Records excerpted from a collection:
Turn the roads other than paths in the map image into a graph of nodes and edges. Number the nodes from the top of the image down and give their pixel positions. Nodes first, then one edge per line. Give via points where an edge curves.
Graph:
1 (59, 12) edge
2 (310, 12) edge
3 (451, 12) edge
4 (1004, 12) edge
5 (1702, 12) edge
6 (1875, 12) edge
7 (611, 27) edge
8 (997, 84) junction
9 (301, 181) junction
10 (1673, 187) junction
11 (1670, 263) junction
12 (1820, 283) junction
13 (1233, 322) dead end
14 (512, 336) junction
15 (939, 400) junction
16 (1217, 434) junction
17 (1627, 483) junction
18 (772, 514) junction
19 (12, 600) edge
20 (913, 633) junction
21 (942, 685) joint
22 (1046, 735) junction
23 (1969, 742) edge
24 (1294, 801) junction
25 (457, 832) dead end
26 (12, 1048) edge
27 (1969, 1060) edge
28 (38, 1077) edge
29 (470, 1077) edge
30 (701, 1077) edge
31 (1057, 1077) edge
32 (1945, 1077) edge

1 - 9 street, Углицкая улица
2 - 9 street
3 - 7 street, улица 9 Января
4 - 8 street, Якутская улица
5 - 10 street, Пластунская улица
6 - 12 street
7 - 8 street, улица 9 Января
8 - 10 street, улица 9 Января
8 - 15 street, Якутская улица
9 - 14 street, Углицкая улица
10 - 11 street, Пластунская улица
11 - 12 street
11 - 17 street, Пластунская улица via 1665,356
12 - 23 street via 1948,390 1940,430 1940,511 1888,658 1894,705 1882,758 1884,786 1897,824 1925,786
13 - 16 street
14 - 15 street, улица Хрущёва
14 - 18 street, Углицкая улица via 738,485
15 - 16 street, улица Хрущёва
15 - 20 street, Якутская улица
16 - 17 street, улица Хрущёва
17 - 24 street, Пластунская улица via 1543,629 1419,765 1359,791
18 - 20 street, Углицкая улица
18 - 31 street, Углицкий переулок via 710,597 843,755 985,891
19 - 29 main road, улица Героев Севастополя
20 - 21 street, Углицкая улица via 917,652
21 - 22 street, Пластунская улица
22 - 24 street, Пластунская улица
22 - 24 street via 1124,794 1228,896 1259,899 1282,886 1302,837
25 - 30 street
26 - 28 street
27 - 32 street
...
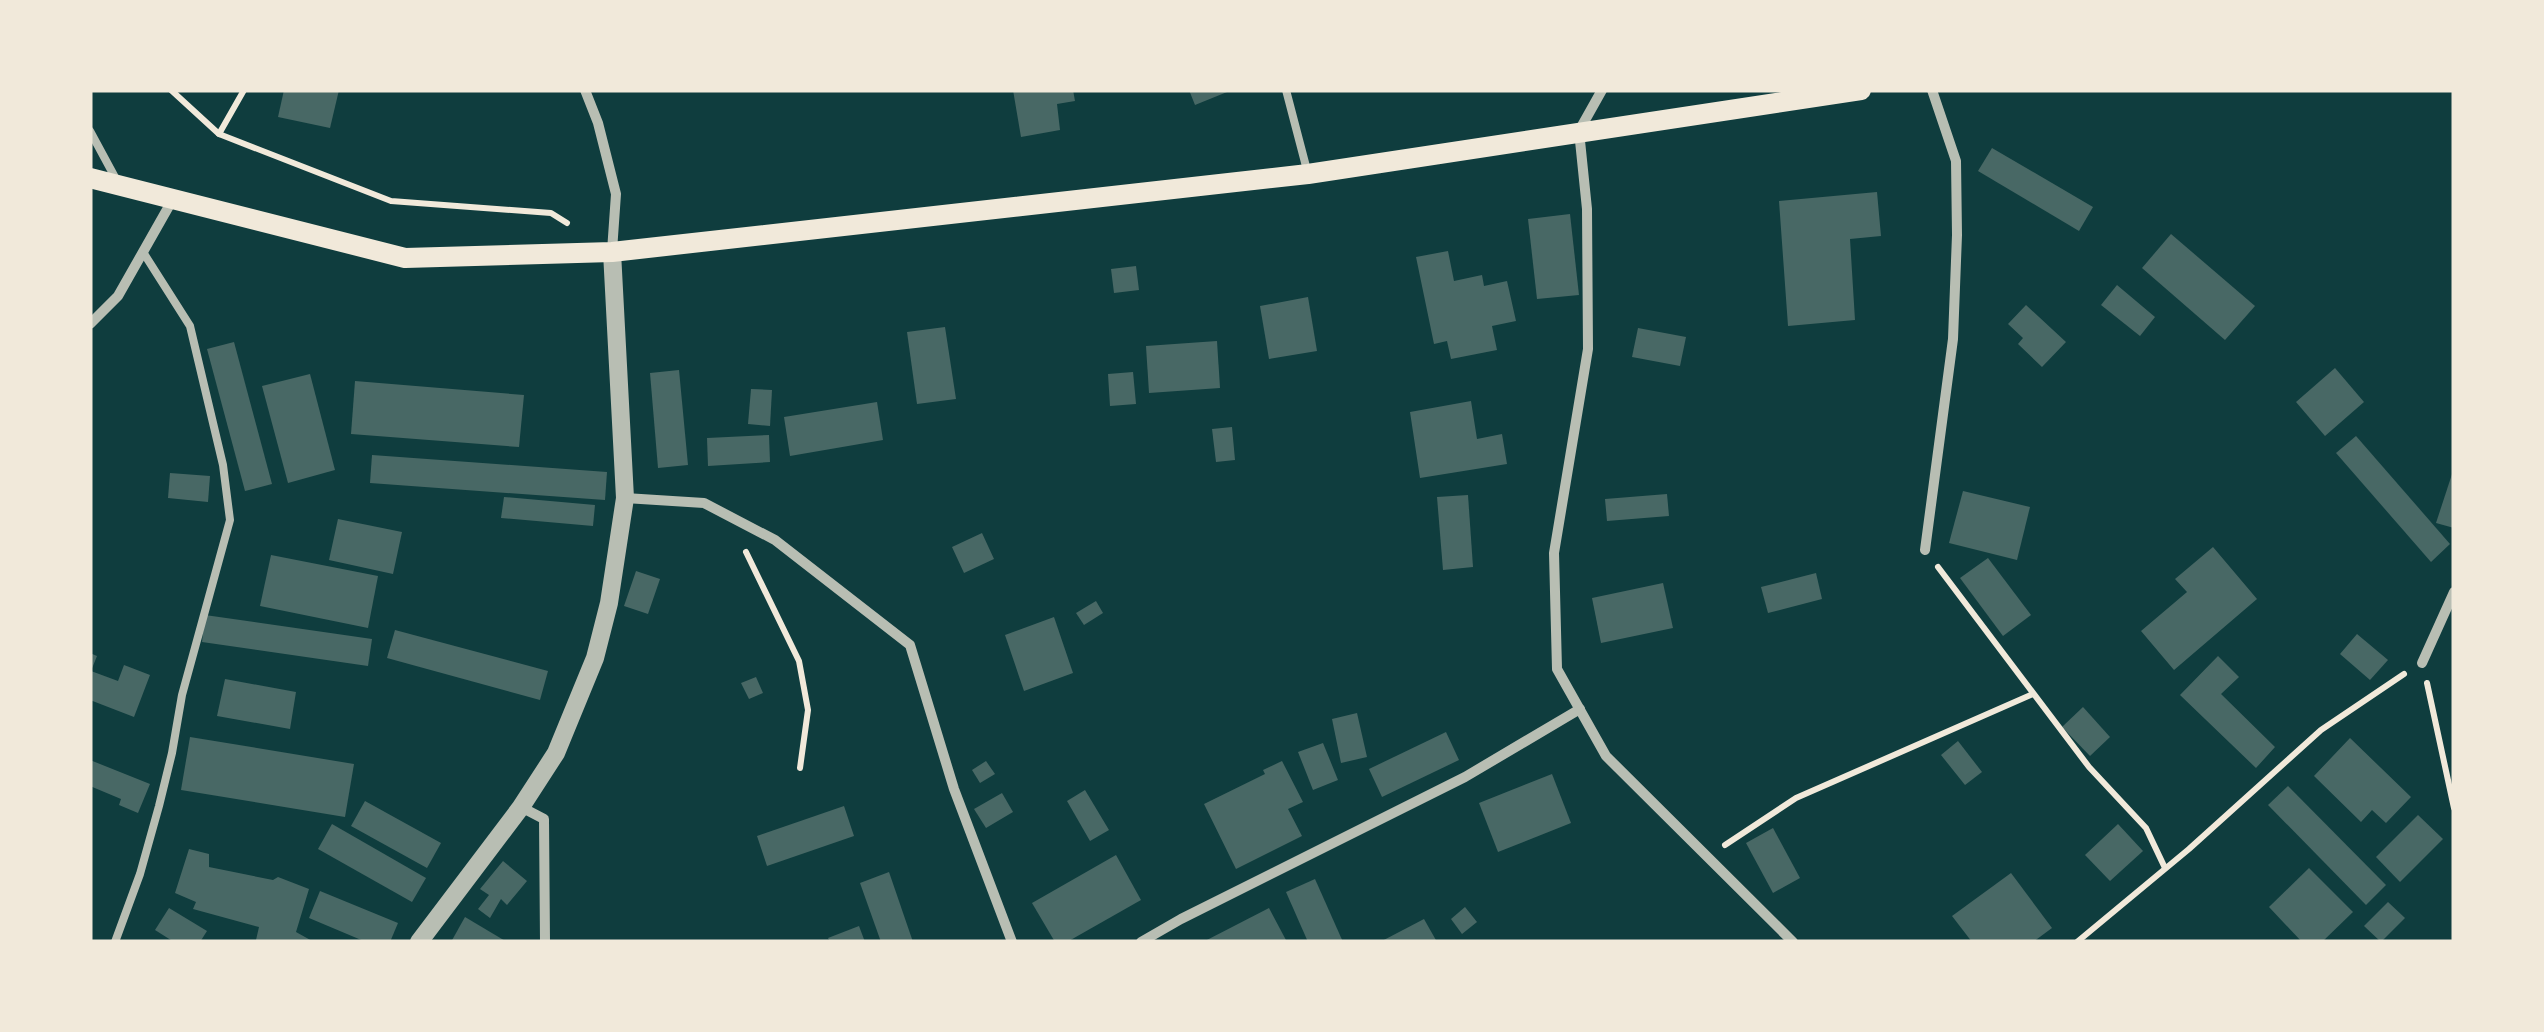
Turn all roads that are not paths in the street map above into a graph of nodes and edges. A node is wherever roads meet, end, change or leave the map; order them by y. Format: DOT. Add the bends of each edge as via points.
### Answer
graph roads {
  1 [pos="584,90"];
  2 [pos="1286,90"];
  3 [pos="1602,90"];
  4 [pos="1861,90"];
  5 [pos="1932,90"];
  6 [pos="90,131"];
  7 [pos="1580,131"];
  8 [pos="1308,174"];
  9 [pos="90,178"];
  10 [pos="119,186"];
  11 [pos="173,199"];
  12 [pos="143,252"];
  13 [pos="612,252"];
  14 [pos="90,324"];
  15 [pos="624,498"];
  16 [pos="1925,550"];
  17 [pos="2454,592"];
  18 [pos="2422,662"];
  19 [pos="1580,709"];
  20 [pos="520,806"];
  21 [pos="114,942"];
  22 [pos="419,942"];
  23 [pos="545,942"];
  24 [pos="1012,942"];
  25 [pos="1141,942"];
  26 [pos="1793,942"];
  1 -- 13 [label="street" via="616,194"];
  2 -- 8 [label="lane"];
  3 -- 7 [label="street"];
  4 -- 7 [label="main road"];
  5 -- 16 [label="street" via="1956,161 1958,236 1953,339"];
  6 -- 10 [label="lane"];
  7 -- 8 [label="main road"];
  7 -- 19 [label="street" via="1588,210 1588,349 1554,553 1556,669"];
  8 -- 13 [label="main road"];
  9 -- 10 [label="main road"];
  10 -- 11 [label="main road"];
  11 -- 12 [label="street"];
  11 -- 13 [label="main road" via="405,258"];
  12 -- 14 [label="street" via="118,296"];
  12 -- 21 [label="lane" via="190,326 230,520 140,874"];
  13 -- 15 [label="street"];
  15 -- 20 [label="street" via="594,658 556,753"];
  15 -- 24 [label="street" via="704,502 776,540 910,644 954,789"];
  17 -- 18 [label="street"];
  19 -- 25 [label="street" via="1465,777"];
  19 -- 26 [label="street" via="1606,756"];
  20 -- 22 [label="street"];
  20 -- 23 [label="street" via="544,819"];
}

EXERCISE DIRECTIONS: Determine how many lines above contain the string "Пластунская". Give only that number.

ANSWER TO THIS EXERCISE: 6